Exercise directions ::
Your answer should consist of the lines below that hold the word "Cabos".

Dataset entries ::
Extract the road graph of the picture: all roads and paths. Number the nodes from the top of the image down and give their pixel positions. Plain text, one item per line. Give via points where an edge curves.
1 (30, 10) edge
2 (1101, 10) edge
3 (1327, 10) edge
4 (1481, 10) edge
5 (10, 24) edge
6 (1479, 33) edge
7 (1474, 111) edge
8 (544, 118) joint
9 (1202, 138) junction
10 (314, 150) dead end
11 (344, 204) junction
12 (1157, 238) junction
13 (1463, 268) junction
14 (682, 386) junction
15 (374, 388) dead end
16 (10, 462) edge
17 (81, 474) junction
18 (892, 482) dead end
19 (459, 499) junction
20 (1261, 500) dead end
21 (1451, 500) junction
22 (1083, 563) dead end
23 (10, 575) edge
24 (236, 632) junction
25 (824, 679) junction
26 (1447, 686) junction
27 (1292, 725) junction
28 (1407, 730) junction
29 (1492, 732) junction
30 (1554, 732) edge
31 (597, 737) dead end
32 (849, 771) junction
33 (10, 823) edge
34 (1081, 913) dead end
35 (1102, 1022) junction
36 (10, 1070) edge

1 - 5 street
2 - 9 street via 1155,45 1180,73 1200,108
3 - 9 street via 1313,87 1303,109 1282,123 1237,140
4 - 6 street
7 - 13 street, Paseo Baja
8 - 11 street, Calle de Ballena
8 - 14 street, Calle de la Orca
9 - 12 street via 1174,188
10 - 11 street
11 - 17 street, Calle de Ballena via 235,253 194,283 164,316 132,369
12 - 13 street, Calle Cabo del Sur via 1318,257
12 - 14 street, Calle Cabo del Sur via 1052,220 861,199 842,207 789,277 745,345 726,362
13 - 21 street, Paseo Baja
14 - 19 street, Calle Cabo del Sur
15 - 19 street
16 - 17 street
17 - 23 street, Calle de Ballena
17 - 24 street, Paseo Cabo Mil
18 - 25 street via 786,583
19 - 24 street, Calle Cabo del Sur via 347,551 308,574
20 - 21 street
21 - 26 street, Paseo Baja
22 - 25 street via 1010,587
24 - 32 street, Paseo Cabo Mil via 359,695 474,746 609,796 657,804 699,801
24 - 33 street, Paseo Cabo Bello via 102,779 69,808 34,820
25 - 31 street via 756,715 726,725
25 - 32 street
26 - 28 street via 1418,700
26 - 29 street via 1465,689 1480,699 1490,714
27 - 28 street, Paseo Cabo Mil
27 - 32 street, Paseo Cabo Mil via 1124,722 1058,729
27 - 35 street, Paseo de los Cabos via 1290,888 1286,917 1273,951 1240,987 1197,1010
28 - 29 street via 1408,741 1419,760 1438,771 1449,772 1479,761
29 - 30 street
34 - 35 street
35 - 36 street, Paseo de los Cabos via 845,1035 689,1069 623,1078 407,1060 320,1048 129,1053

Response area ::
27 - 35 street, Paseo de los Cabos via 1290,888 1286,917 1273,951 1240,987 1197,1010
35 - 36 street, Paseo de los Cabos via 845,1035 689,1069 623,1078 407,1060 320,1048 129,1053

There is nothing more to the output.